IMAGE: Wine Cellar, Brooklyn Bridge, 1992, by photographer Stanley Greenberg, via Urban Omnibus, where you can also view it much larger.
Photographer Stanley Greenberg likes to shoot hidden spaces and invisible infrastructure — the overlooked, neglected, or simply off-limits “back-end” of the systems that shape our world. During a conversation at Studio-X NYC last week about his new work — photographs taken behind the scenes of large-scale physics experiments, of which more later — Greenberg briefly discussed the image shown above.
Published in his 1998 book, Invisible New York: The Hidden Infrastructure of New York City, the photo shows an abandoned champagne cave built into the anchorage of the Brooklyn Bridge. Greenberg’s caption notes that:
For many years the vault pictured here, located under the Manhattan approach to the bridge, was rented to a wine merchant for champagne storage because the temperature changed so little during the year. Other vaults similar to this one contain rusting fallout shelter helmets and casting patterns for the specialized parts of many of the city’s old bridges.
IMAGE: Constructing the anchorage of the Brooklyn Bridge in 1883, via Encyclopedia Branigan.
This hidden vault has surfaced sporadically in the public imagination, beginning with a Pittsburgh Post-Gazette article from 1933 (the year Prohibition was repealed) that describes a public ceremony in which the city handed its keys back to wine importers Anthony Oechs & Co.
Alongside equally fascinating stories on forthcoming weddings (one of a Siamese twin, the other of Gilda Gray, “originator of the shimmy dance”) and the progress of the ladies of the Polish-American track and field team, the Gazette describes passing “through a cave-like door into medieval France,” where “a few hundred lucky citizens” drank champagne and waltzed amidst the “dimly glowing” cases of “rare vintages of the old world,” oblivious to the trolleys, pedestrians, and automobiles racing back and forth fifty feet above their heads.

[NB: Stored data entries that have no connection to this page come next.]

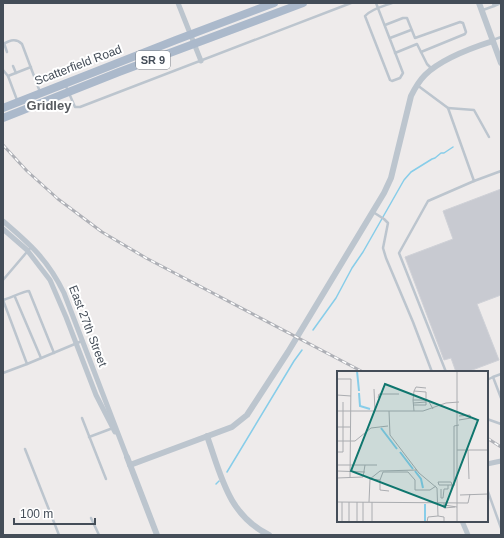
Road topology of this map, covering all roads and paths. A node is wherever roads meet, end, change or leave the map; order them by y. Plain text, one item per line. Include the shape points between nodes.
1 (178, 3) edge
2 (274, 3) edge
3 (303, 3) edge
4 (351, 3) edge
5 (376, 3) edge
6 (392, 3) edge
7 (479, 3) edge
8 (501, 3) edge
9 (494, 4) edge
10 (378, 8) junction
11 (481, 11) junction
12 (385, 25) junction
13 (412, 30) junction
14 (190, 34) junction
15 (501, 37) edge
16 (390, 38) junction
17 (415, 38) junction
18 (492, 40) junction
19 (3, 43) edge
20 (194, 44) junction
21 (417, 44) junction
22 (7, 52) dead end
23 (420, 52) junction
24 (395, 53) junction
25 (201, 60) junction
26 (501, 63) edge
27 (13, 66) dead end
28 (31, 68) junction
29 (431, 69) junction
30 (3, 70) edge
31 (16, 73) junction
32 (8, 76) junction
33 (65, 83) junction
34 (416, 85) junction
35 (41, 93) junction
36 (68, 93) junction
37 (18, 102) junction
38 (3, 108) edge
39 (448, 108) junction
40 (3, 118) edge
41 (489, 138) dead end
42 (501, 171) edge
43 (474, 181) junction
44 (373, 212) junction
45 (3, 221) edge
46 (3, 229) edge
47 (32, 246) junction
48 (27, 250) junction
49 (3, 280) edge
50 (15, 297) junction
51 (3, 300) edge
52 (83, 341) junction
53 (77, 344) junction
54 (54, 353) junction
55 (40, 358) junction
56 (27, 364) junction
57 (432, 371) edge
58 (446, 371) edge
59 (3, 373) edge
60 (501, 374) edge
61 (493, 377) junction
62 (488, 380) edge
63 (501, 398) edge
64 (82, 418) dead end
65 (488, 419) edge
66 (501, 424) edge
67 (113, 428) junction
68 (207, 436) junction
69 (89, 437) junction
70 (25, 448) dead end
71 (127, 457) junction
72 (501, 461) edge
73 (488, 464) edge
74 (130, 465) junction
75 (106, 479) dead end
76 (488, 492) edge
77 (91, 518) dead end
78 (462, 522) edge
79 (501, 528) edge
80 (59, 535) edge
81 (98, 535) edge
82 (156, 535) edge
83 (269, 535) edge
84 (468, 535) edge

1 - 14 street
2 - 14 main road, Scatterfield Road / SR 9
3 - 20 main road, Scatterfield Road / SR 9
4 - 25 lane
5 - 10 lane
6 - 10 lane
7 - 11 street
8 - 9 lane
9 - 11 lane
10 - 12 lane
10 - 24 lane via 366,16 392,81 400,78 402,73
11 - 18 street
12 - 13 lane via 407,18
12 - 16 lane
13 - 16 lane
13 - 17 lane
14 - 20 street
14 - 33 main road, Scatterfield Road / SR 9
15 - 18 lane
16 - 24 lane
17 - 21 lane
17 - 23 lane via 463,23 465,34
18 - 26 street
18 - 29 street
19 - 22 lane
19 - 28 lane via 19,41
20 - 25 street
20 - 36 main road, Scatterfield Road / SR 9
21 - 23 lane
21 - 24 lane
23 - 29 lane
25 - 36 lane via 80,107 75,107
27 - 31 lane
28 - 31 lane
28 - 35 lane
29 - 34 street
30 - 32 lane
31 - 32 lane
32 - 37 lane
33 - 35 main road, Scatterfield Road / SR 9
33 - 36 lane
34 - 39 lane
34 - 44 street via 406,110 391,178
35 - 37 main road, Scatterfield Road / SR 9
36 - 40 main road, Scatterfield Road / SR 9
37 - 38 main road, Scatterfield Road / SR 9
39 - 41 lane via 474,110
39 - 43 lane
42 - 43 lane
43 - 58 lane via 428,201 399,254
44 - 57 lane via 381,216 388,225 383,248
44 - 68 street via 247,414 232,427
45 - 47 street, East 27th Street
46 - 48 street, East 27th Street
47 - 48 lane
47 - 52 street, East 27th Street via 57,278
48 - 49 lane
48 - 53 street, East 27th Street via 58,295
50 - 51 lane
50 - 54 lane via 25,291 29,292
50 - 55 lane
51 - 56 lane
52 - 53 lane
52 - 71 street, East 27th Street
53 - 54 lane
53 - 67 street, East 27th Street via 96,395
54 - 55 lane
55 - 56 lane
56 - 59 lane
60 - 61 lane
61 - 62 lane
61 - 63 lane
64 - 69 lane
65 - 66 lane
67 - 69 lane
67 - 71 street, East 27th Street
68 - 74 street
68 - 83 street via 232,502 248,521
69 - 75 lane
70 - 80 lane
71 - 74 street, East 27th Street
72 - 73 street
74 - 82 street, East 27th Street
76 - 79 lane
77 - 81 lane
78 - 84 street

IMAGE: From the Pittsburgh Post-Gazette, July 12, 1934.
Forty-five years later, in 1978, New York magazine returned to the vault, adding detail about its decor and location in an article about the city’s buried treasures:
A space between two arches of the Manhattan end of the Brooklyn Bridge was known as the “Blue Grotto” because of a statue of the Madonna that someone placed in a niche to bless the booze. It once held the finest supply of champagne and wine in the city. During Prohibition, the liquor was removed and the vault was used to store rolls of newsprint. On the walls of this vault, which is underneath William Street and Park Row, are fading frescoes and the following wise inscription: WHO LOVETH NOT WINE, WOMEN AND SONG, HE REMAINETH A FOOL HIS WHOLE LIFE LONG.
According to the New York Times, writing in 1999, chambers nestled in the massive granite anchorages on both sides of the East River were rented for wine storage to help offset the $15 million plus that it cost to build the bridge:
City records for 1901, for instance, show that the “Luyties Brothers” paid $5,000 for wine storage in a vault on the Manhattan side. “A. Smith & Company” paid $500 a year from 1901 until 1909 for a vault on the Brooklyn side.
Sadly, these artificial bridge caves are no longer used for wine storage. A spokeswoman for the Department of Transportation told the Times that the vaults now house maintenance materials, although “people call up sometimes and say they’d like to live there.” A slightly over-excited Maxim film critic, taken down to the vault as part of the Sony promotion for the 2009 remake of The Taking of Pelham 1 2 3, reports that, in fact, a homeless man did build “some kind of Escape From New York-esque apartment” in the wine cellar, and had to be forcibly evicted by the MTA.
IMAGE: The Brooklyn Bridge wine cellar; photo by Flickr user Pauletto.
Still, as this 2011 photo by Flickr user Pauletto shows, the brick-vaulted, granite-walled cellar is still in reasonably good shape, although the Madonna is nowhere to be seen, and the Pol Roger insignia has faded further since Stanley Greenberg’s visit, a decade before.
Meanwhile, the idea of cellaring fine wine and spirits in the base of New York City’s infrastructural monuments is a poetic one, and, I think, overdue a revival in this era of local, artisanal production. Where better to store Kings County Distillery moonshine or cave-age Brooklyn Brewery’s ales?
For more of New York City’s subterranean alcohol infrastructure, see my 2009 post on the rediscovered and now filled-in Bronx beer caves. And, as a further postscript, Stanley Greenberg’s most recent book Time Machines, includes this incredible image of a disused bubble chamber, the early prototypes of which, as Studio-X NYC regular Albert Chao pointed out to me, were filled with beer.